There is an ongoing effort to archive the materials of Arghiri Emmanuel (1911-2001), a Greek-French theorist and author of the seminal 1972 critique of imperialism Unequal Exchange. In the process of creating this archive, the Arghiri Emmanuel Association discovered new information about Emmanuel’s time in the Belgian Congo (1937-1941 and 1946-1960). Here, in the second of this two-part instalment (the first post can be found here), Héritier Ilonga details Emmanuel’s relationship with leader of the rebel socialist Free Republic of Congo, Antoine Gizenga, considers the complex nature of his relationship with Lumumba, and reveals Emmanuel’s insistence that socialism – not capitalism – must come first in the Congo.

By Héritier Ilonga

Lumumba had seen hope in the African diaspora to invest what capital and skills it had in building the Congo. Arghiri Emmanuel made similar recommendations to Antoine Gizenga, Lumumba’s former deputy prime minister who led the rebel socialist Free Republic of Congo from December 12th 1960 to January 1962. At the end of a 1961 document written by Emmanuel (with no clear recipient), in a section entitled “What to do?”, he begins with a summary of the problem at that time. Gizenga had fled Leopoldville with Lumumba, and when the latter was captured by Mobutu’s forces, Gizenga had regrouped around Stanleyville with other Lumumba loyalists. In the article, Emmanuel urges the Stanleyville-based government to make a variety of direct policies, such as “creating in all the branches of the administration the replica of the higher authorities which are centralized in Léopoldville”, while also cutting the Kasa-Vubu/Mobutu-controlled Léopoldville off from “all the Provincial Services, the Banks, the parastatals etc., up to and including the private firms.”

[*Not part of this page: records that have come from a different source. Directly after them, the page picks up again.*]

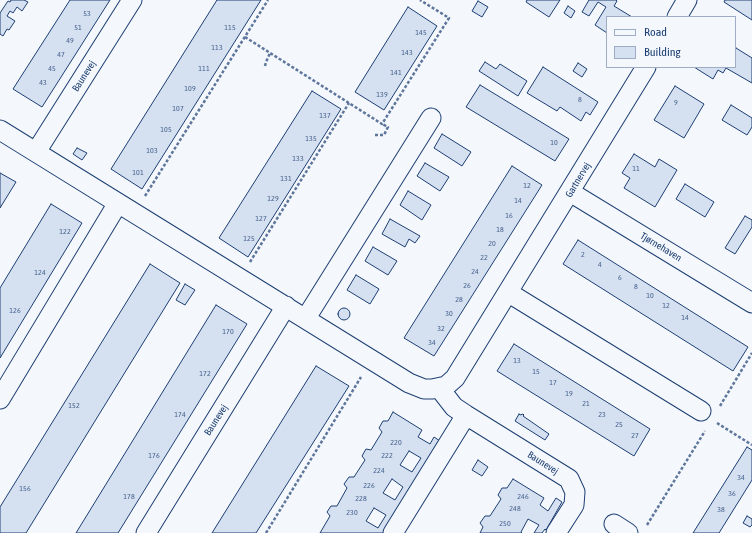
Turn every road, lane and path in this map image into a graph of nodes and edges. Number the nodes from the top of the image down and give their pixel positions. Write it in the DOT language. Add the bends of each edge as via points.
graph roads {
  1 [pos="132,0"];
  2 [pos="268,0"];
  3 [pos="420,0"];
  4 [pos="687,0"];
  5 [pos="678,16"];
  6 [pos="245,37"];
  7 [pos="270,53"];
  8 [pos="265,66"];
  9 [pos="645,68"];
  10 [pos="349,103"];
  11 [pos="431,118"];
  12 [pos="382,124"];
  13 [pos="0,130"];
  14 [pos="375,135"];
  15 [pos="36,152"];
  16 [pos="570,192"];
  17 [pos="118,203"];
  18 [pos="135,213"];
  19 [pos="240,278"];
  20 [pos="509,293"];
  21 [pos="752,303"];
  22 [pos="286,306"];
  23 [pos="306,318"];
  24 [pos="752,353"];
  25 [pos="371,359"];
  26 [pos="440,388"];
  27 [pos="0,399"];
  28 [pos="466,415"];
  29 [pos="706,416"];
  30 [pos="752,444"];
  31 [pos="646,526"];
  32 [pos="146,533"];
  33 [pos="266,533"];
  34 [pos="393,533"];
  35 [pos="556,533"];
  1 -- 15 [label="street, Baunevej"];
  2 -- 6 [label="path"];
  3 -- 12 [label="path" via="449,18"];
  4 -- 5 [label="street"];
  6 -- 7 [label="path"];
  6 -- 18 [label="path"];
  7 -- 8 [label="path"];
  7 -- 10 [label="path"];
  9 -- 16 [label="street, Gartnervej"];
  10 -- 12 [label="path"];
  10 -- 19 [label="path"];
  11 -- 23 [label="street"];
  12 -- 14 [label="path" via="388,127 384,135"];
  13 -- 15 [label="street"];
  15 -- 17 [label="street"];
  16 -- 20 [label="street, Gartnervej"];
  16 -- 21 [label="street, Tjørnehaven"];
  17 -- 18 [label="street"];
  17 -- 27 [label="street"];
  18 -- 19 [label="street"];
  19 -- 22 [label="street"];
  20 -- 26 [label="street, Gartnervej" via="455,378"];
  20 -- 29 [label="street"];
  22 -- 23 [label="street"];
  22 -- 32 [label="street, Baunevej"];
  23 -- 25 [label="street"];
  24 -- 29 [label="path"];
  25 -- 26 [label="street" via="409,383 424,389"];
  25 -- 33 [label="path"];
  26 -- 28 [label="street, Baunevej" via="454,407"];
  28 -- 34 [label="street"];
  28 -- 35 [label="street, Baunevej" via="569,479 575,492 574,505"];
  29 -- 30 [label="path"];
  29 -- 31 [label="path"];
}
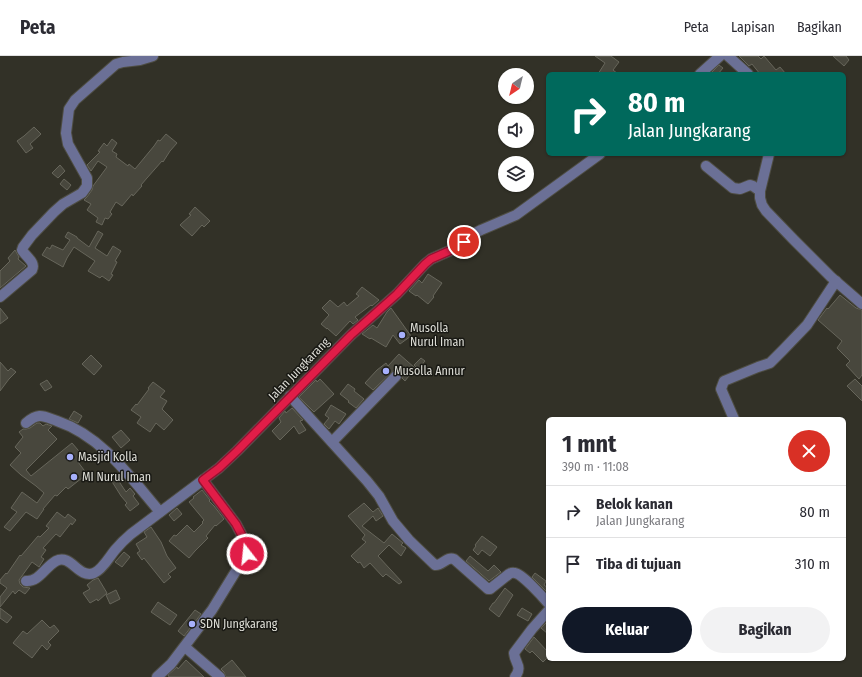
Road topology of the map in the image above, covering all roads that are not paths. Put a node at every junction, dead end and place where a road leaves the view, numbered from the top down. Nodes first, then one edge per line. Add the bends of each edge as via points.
1 (153, 56) edge
2 (720, 56) edge
3 (728, 56) edge
4 (702, 72) edge
5 (746, 72) edge
6 (597, 156) edge
7 (769, 156) edge
8 (706, 166) dead end
9 (760, 191) junction
10 (836, 281) junction
11 (0, 297) edge
12 (862, 304) edge
13 (396, 376) dead end
14 (290, 396) junction
15 (733, 417) edge
16 (26, 423) dead end
17 (332, 442) junction
18 (203, 480) junction
19 (160, 512) junction
20 (26, 581) dead end
21 (546, 601) edge
22 (546, 613) edge
23 (185, 647) junction
24 (157, 677) edge
25 (220, 677) edge
26 (515, 677) edge

1 - 11 street via 116,64 80,95 69,109 66,133 68,144 88,178 87,186 82,193 54,212 32,235 22,250 33,265 32,270
2 - 4 street
3 - 5 street
6 - 14 street, Jalan Jungkarang via 516,215 471,235 456,248 431,259
7 - 9 street
8 - 9 street via 734,188 740,189 750,185
9 - 10 street via 762,205 766,211
10 - 12 street
10 - 15 street via 807,325 770,363 724,381 721,389
13 - 17 street
14 - 17 street
14 - 18 street, Jalan Jungkarang via 237,451
16 - 19 street via 32,418 42,416 82,433 122,467
17 - 21 street via 367,480 393,521 435,565 452,558 488,589 508,574 516,573
18 - 19 street, Jalan Jungkarang
18 - 23 street via 236,524 246,543 247,554
19 - 20 street, Jalan Jungkarang via 122,542 94,573 80,571 63,559 56,561 38,577
22 - 26 street via 514,653 519,666
23 - 24 street
23 - 25 street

A political map representing the different areas of control during the Congo Crisis of 1961 (Wikimedia Commons)

Emmanuel recommended that Gizenga utilize the newly-founded central bank in Stanleyville to “open an account in Switzerland, the only place where the Leo[poldville] authorities cannot block it”. Imperative to Emmanuel was the need to “accelerate the Congo’s expansion”, and because he had theorized the limited abilities for nations disadvantaged by low wages to acquire capital, he asserted that “it is obvious that self-financing (reinvestment of profits) is not enough”, and that “external funding is needed. It can consist of private capital or in the form of aid from friendly states”. Many of those friendly states were the ones who recognized Gizenga’s government in the Eastern Bloc and Third World, with Emmanuel commenting that “it is necessary to establish an airline directly from Stanleyville to Cairo.”

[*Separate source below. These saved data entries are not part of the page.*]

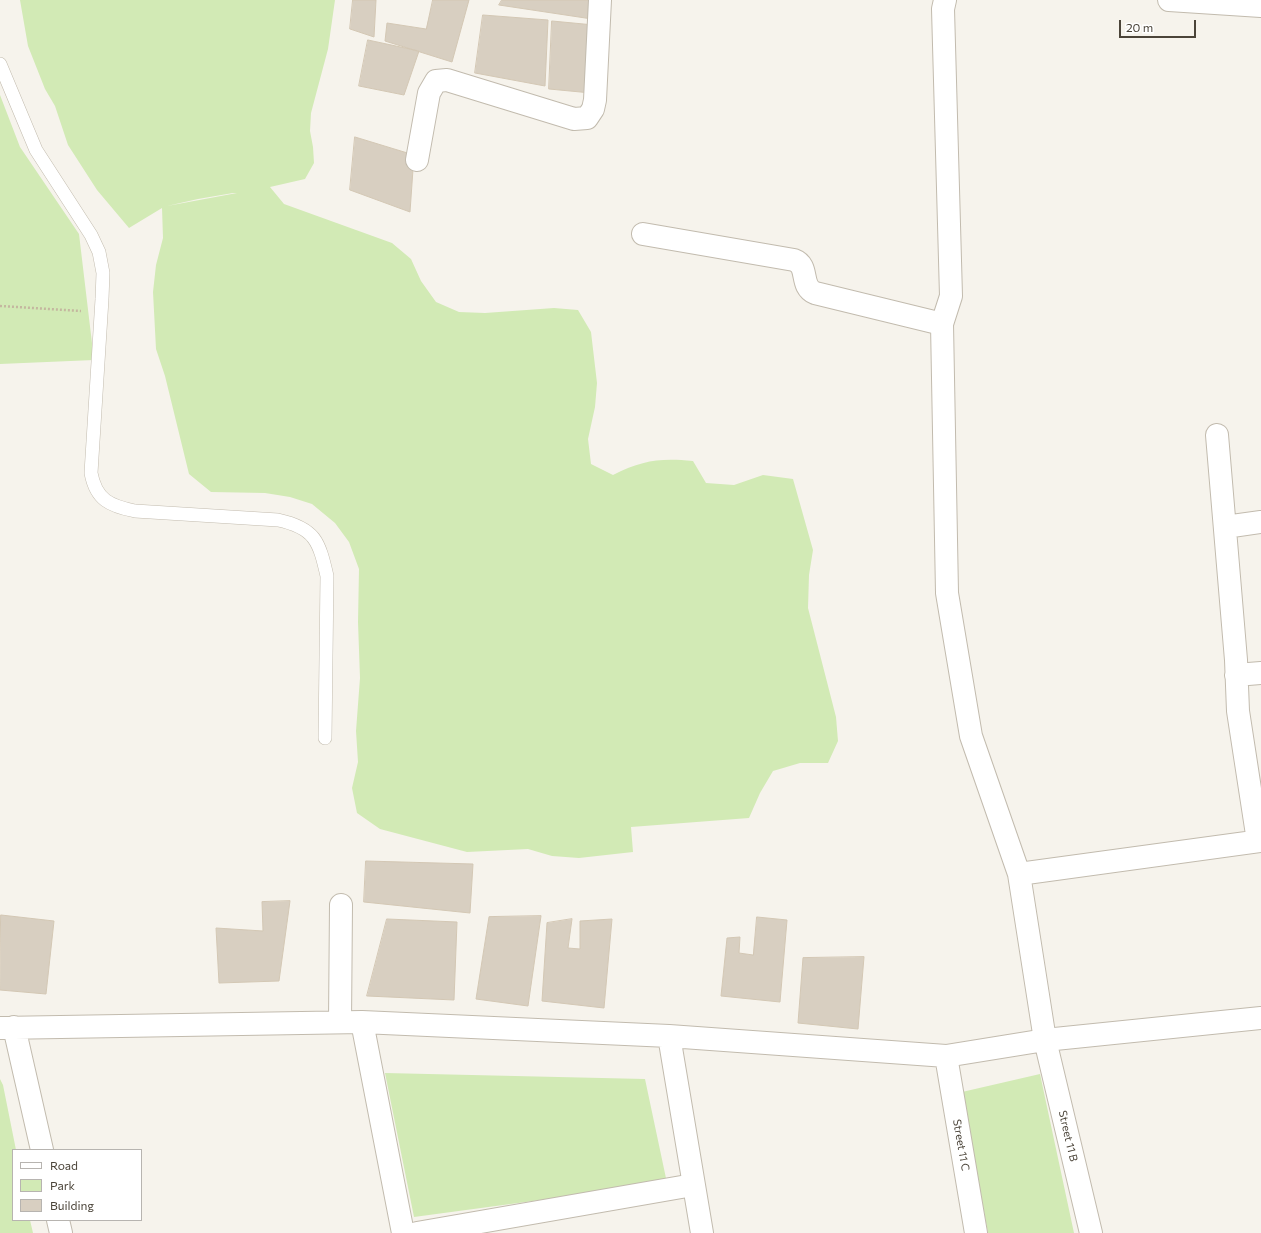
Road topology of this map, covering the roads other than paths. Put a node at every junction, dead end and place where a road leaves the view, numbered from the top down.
1 (600, 0) edge
2 (945, 0) edge
3 (1169, 0) edge
4 (1261, 6) edge
5 (0, 64) edge
6 (417, 160) dead end
7 (643, 234) dead end
8 (942, 324) junction
9 (1218, 435) dead end
10 (1261, 522) edge
11 (1225, 527) junction
12 (1261, 673) edge
13 (1236, 675) junction
14 (324, 738) dead end
15 (1259, 841) edge
16 (1019, 874) junction
17 (342, 905) dead end
18 (1261, 1018) edge
19 (340, 1022) junction
20 (362, 1022) junction
21 (7, 1028) edge
22 (669, 1036) junction
23 (1045, 1040) junction
24 (946, 1056) junction
25 (42, 1149) edge
26 (693, 1185) junction
27 (58, 1221) edge
28 (61, 1233) edge
29 (403, 1233) edge
30 (417, 1233) edge
31 (702, 1233) edge
32 (976, 1233) edge
33 (1091, 1233) edge

1 - 6 street
2 - 8 street, Street 11 B
3 - 4 street
5 - 14 lane
7 - 8 street
8 - 16 street, Street 11 B
9 - 11 street
10 - 11 street
11 - 13 street
12 - 13 street
13 - 15 street
15 - 16 street
16 - 23 street, Street 11 B
17 - 19 street
18 - 23 street
19 - 20 street
19 - 21 street
20 - 22 street
20 - 29 street
21 - 25 street
22 - 24 street
22 - 26 street
23 - 24 street
23 - 33 street, Street 11 B
24 - 32 street, Street 11 C
26 - 30 street
26 - 31 street
27 - 28 street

The most interesting sections from Emmanuel’s 1961 article are his recommendations for the Free Republic to build socialism in the Congo, strategies that remain relevant today. The basis of this strategy was that Gizenga be “imaginative in seeking formulas for coexistence with the existing trusts in a highly planned economy moving towards socialism.” Emmanuel did not believe in the immediate need to “delink” from the multinationals, especially considering that they were “already half nationalized, the State holding a large portfolio and in many cases the majority”. This allowed Gizenga’s government to, “by force of circumstance, establish a regime of command economy and planning”.

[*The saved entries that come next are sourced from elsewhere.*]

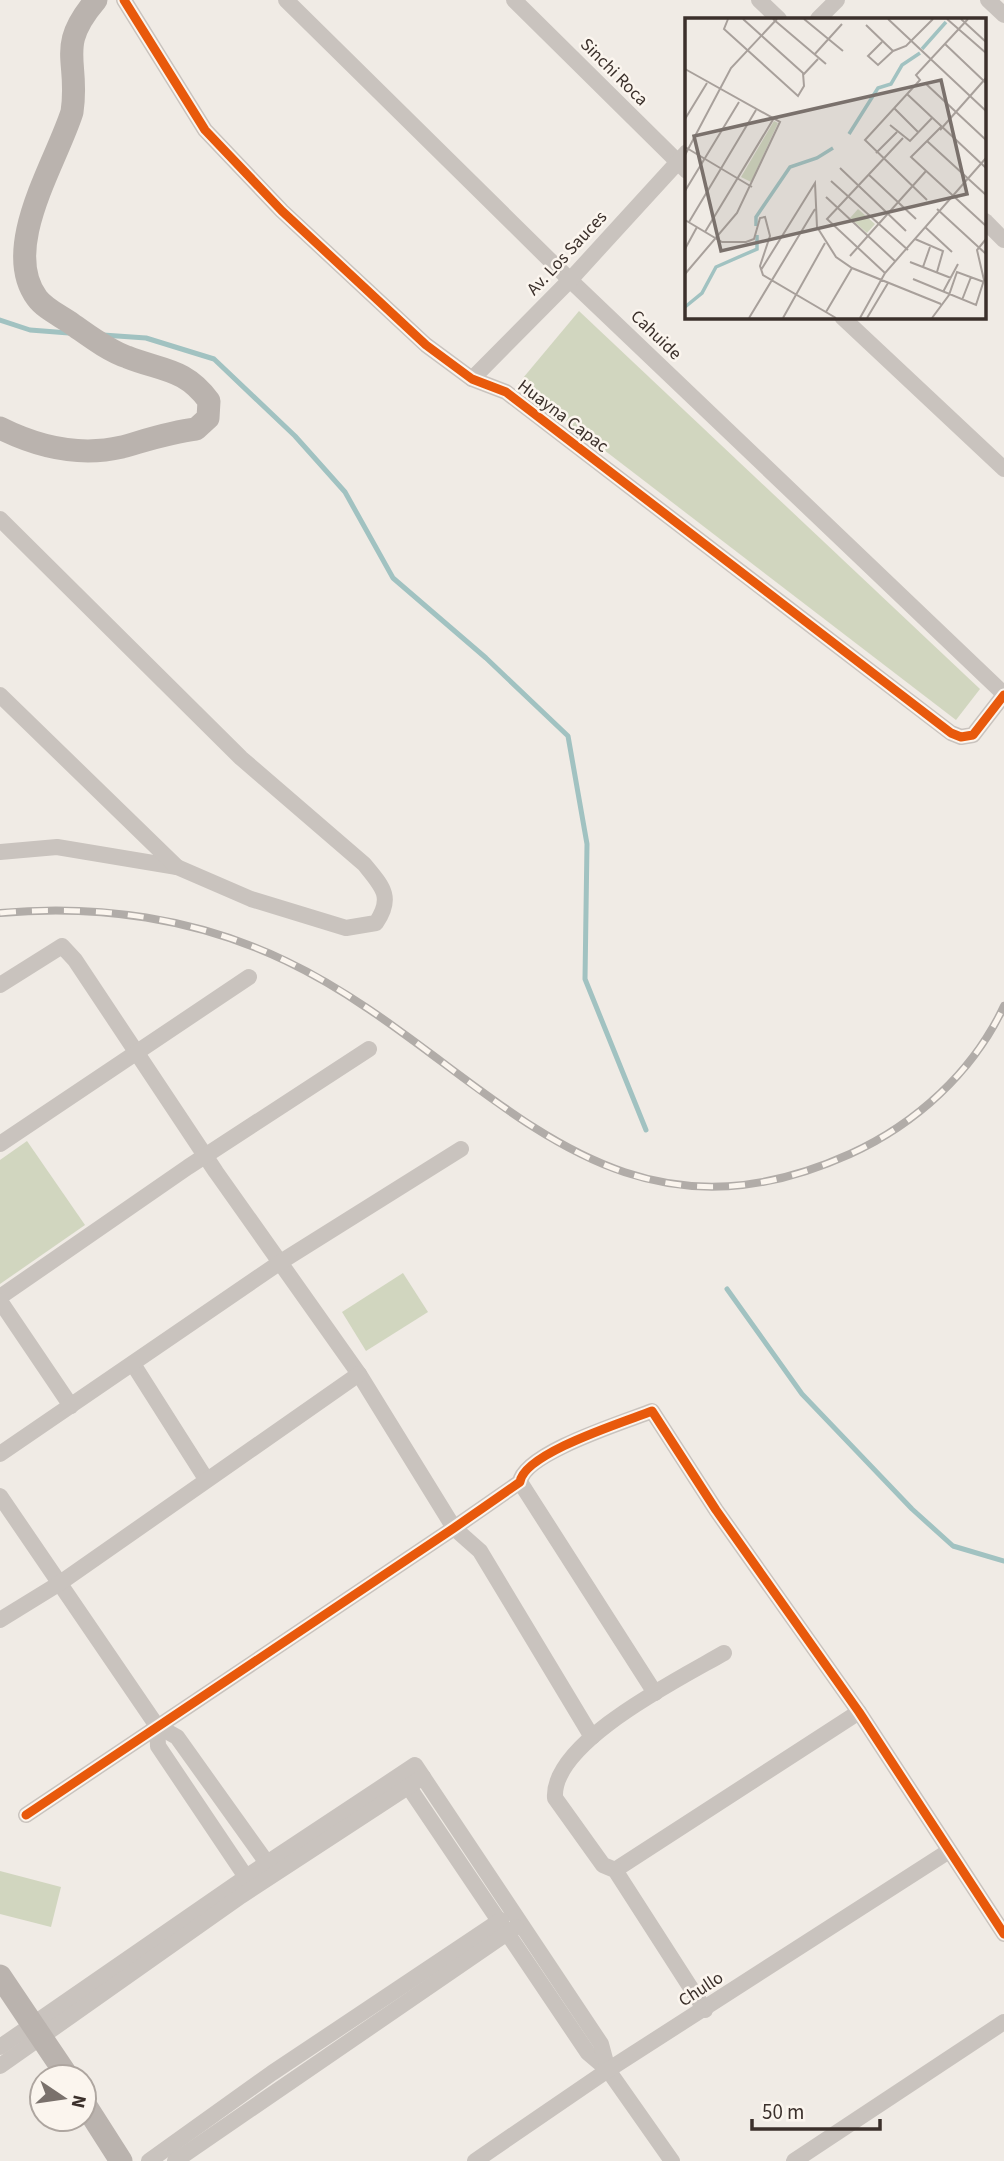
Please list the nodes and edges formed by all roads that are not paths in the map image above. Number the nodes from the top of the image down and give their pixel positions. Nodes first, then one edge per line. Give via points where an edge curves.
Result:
1 (96, 0) edge
2 (124, 0) edge
3 (286, 0) edge
4 (513, 0) edge
5 (759, 0) edge
6 (836, 0) edge
7 (988, 0) edge
8 (1004, 15) edge
9 (778, 18) edge
10 (819, 18) edge
11 (684, 161) edge
12 (986, 222) edge
13 (1004, 240) edge
14 (570, 280) junction
15 (843, 318) edge
16 (472, 379) junction
17 (0, 428) edge
18 (1004, 469) edge
19 (0, 519) edge
20 (1004, 694) edge
21 (0, 695) edge
22 (0, 852) edge
23 (177, 867) junction
24 (249, 977) dead end
25 (0, 985) edge
26 (369, 1049) dead end
27 (136, 1050) junction
28 (0, 1144) edge
29 (461, 1149) dead end
30 (205, 1156) junction
31 (279, 1263) junction
32 (0, 1299) edge
33 (133, 1364) junction
34 (359, 1374) junction
35 (71, 1406) junction
36 (0, 1454) edge
37 (206, 1479) junction
38 (520, 1482) junction
39 (0, 1496) edge
40 (454, 1528) junction
41 (60, 1583) junction
42 (0, 1620) edge
43 (724, 1653) dead end
44 (655, 1693) junction
45 (859, 1712) junction
46 (158, 1726) junction
47 (592, 1737) junction
48 (405, 1781) junction
49 (26, 1815) dead end
50 (949, 1851) junction
51 (267, 1863) junction
52 (615, 1870) junction
53 (246, 1877) junction
54 (510, 1925) junction
55 (1004, 1934) edge
56 (0, 1976) edge
57 (0, 2003) edge
58 (705, 2010) junction
59 (1004, 2022) edge
60 (31, 2035) junction
61 (0, 2047) edge
62 (44, 2063) edge
63 (56, 2063) edge
64 (0, 2066) edge
65 (608, 2070) junction
66 (98, 2125) edge
67 (86, 2133) edge
68 (104, 2161) edge
69 (121, 2161) edge
70 (149, 2161) edge
71 (175, 2161) edge
72 (475, 2161) edge
73 (672, 2161) edge
74 (794, 2161) edge

1 - 17 street via 69,48 75,97 26,231 26,281 38,300 96,340 125,357 183,375 198,386 209,401 208,418 196,429 96,451 28,442
2 - 16 street, Huayna Capac via 205,130 382,306
3 - 14 street, Cahuide
4 - 11 street, Sinchi Roca
5 - 9 street
6 - 10 street
7 - 8 street
11 - 14 street, Av. Los Sauces
12 - 13 street
14 - 16 street, Av. Los Sauces
14 - 20 street, Cahuide
15 - 18 street
16 - 20 street, Huayna Capac via 506,392 951,733 973,735
19 - 23 street via 241,758 364,864 381,884 384,910 376,923 346,928 251,899
21 - 23 street
22 - 23 street via 57,847
24 - 27 street
25 - 27 street via 62,946
26 - 30 street
27 - 28 street
27 - 30 street
29 - 31 street
30 - 31 street
30 - 32 street
31 - 33 street
31 - 34 street
32 - 35 street
33 - 35 street
33 - 37 street
34 - 37 street
34 - 40 street
35 - 36 street
37 - 41 street
38 - 40 street
38 - 44 street
38 - 45 street via 521,1474 533,1463 652,1411
39 - 41 street
40 - 46 street
40 - 47 street via 480,1551
41 - 42 street
41 - 46 street
43 - 44 street
44 - 47 street
45 - 50 street
45 - 52 street
46 - 49 street
46 - 51 street via 177,1737
46 - 53 street via 158,1746
47 - 52 street via 569,1759 554,1786 555,1798 603,1865
48 - 51 street
48 - 54 street
48 - 54 street via 415,1765
48 - 60 street
50 - 55 street
50 - 58 street, Chullo
51 - 53 street
52 - 58 street
53 - 60 street
54 - 65 street via 588,2053
54 - 70 street via 272,2073
54 - 71 street
56 - 60 street
57 - 60 street
58 - 65 street, Chullo
59 - 74 street
60 - 61 street
60 - 62 street
60 - 63 street
60 - 64 street
65 - 72 street, Chullo
65 - 73 street
66 - 69 street
67 - 68 street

But most essential for Emmanuel was “the fact that these trusts being precisely ‘foreigners’ remain parallel and superimposed and do not have much influence on the evolution of Congolese society”. This lack of direct imposition was vital, for “no popular momentum can be created if it does not start from the traditional collectivist structures”. In the communes, Emmanuel saw “collectivist structures [which] constitute an obstacle to the capitalist development sought by colonialism…which would tackle the task of building a classless society.” Emmanuel arrived at an immense conclusion: “It is foolish to believe that one must necessarily pass through capitalism before arriving at a superior regime”. From here, he recommended that “not only must the disintegration of the customary village, initiated by the colonial regime, be stopped, but conservation measures must be taken, [for] the collectivism of the clan must constitute the nucleus of a higher collectivism: popular communes adapted to local conditions.”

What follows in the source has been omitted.